[Opening Dataset entries section]

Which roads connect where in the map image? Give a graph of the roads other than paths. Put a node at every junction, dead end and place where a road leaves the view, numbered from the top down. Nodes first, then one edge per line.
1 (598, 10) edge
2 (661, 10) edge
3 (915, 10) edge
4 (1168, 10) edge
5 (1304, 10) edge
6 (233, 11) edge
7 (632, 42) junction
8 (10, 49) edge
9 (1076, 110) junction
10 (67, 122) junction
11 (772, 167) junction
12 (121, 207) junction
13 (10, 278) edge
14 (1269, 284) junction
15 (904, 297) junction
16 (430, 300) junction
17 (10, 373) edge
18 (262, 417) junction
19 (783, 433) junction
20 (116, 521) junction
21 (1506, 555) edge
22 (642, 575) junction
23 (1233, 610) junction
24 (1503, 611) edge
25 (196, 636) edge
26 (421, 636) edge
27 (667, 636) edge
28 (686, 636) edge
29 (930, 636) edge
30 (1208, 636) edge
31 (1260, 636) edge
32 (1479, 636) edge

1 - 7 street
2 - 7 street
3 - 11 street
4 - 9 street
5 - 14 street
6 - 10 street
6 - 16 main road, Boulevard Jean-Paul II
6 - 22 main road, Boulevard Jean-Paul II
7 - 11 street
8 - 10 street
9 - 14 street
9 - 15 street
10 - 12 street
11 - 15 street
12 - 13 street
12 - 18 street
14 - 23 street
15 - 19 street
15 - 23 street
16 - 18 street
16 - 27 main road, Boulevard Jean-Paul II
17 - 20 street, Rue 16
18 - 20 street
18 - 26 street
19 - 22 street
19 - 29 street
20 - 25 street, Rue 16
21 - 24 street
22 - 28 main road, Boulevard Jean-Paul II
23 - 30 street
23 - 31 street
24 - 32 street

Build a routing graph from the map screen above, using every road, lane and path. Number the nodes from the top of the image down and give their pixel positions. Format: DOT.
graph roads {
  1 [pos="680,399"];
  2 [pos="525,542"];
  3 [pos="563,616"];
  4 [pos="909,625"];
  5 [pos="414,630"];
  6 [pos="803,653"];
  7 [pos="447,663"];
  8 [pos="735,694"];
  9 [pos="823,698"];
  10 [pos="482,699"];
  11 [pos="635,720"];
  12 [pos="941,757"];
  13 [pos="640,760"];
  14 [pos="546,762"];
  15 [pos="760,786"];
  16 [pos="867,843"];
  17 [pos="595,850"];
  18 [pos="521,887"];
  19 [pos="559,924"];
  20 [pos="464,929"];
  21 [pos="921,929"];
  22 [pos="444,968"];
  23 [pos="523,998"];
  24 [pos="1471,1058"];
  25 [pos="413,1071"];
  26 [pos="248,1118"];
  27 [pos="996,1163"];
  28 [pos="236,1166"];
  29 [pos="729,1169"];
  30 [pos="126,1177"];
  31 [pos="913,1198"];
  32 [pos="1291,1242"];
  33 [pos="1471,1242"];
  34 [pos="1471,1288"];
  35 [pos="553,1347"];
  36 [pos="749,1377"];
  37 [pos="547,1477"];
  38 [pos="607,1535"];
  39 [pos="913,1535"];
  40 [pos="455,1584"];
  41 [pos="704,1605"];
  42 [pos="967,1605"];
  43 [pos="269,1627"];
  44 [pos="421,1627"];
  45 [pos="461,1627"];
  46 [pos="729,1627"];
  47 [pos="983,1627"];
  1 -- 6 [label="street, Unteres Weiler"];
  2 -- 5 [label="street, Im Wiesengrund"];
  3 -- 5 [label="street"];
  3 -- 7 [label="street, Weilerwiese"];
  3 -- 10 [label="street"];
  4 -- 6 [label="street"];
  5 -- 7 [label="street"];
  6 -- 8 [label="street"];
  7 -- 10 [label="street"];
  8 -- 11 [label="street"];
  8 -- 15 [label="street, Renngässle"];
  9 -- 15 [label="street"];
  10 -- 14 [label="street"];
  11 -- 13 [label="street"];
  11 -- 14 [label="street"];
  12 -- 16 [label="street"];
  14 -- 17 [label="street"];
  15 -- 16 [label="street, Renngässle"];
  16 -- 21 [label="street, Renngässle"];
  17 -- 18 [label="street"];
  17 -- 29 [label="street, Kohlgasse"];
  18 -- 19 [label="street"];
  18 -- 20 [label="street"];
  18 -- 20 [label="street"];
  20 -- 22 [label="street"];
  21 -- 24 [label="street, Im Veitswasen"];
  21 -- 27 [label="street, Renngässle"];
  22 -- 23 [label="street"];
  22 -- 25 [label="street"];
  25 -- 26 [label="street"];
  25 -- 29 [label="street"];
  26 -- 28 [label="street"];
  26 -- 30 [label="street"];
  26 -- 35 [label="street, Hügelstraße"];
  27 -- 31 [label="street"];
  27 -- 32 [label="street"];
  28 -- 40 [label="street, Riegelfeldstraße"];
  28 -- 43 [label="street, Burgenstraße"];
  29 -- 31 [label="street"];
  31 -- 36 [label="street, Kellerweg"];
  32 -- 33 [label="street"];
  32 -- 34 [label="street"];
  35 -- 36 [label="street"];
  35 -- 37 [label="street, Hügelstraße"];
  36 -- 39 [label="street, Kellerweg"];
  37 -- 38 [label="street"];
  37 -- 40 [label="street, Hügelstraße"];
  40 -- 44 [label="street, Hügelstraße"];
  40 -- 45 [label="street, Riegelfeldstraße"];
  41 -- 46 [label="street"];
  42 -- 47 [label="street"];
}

[Closing Dataset entries section]

Goal of the exercise
In how many lines above does the word "Paul" appear? Answer with only the number.

Exercise result
4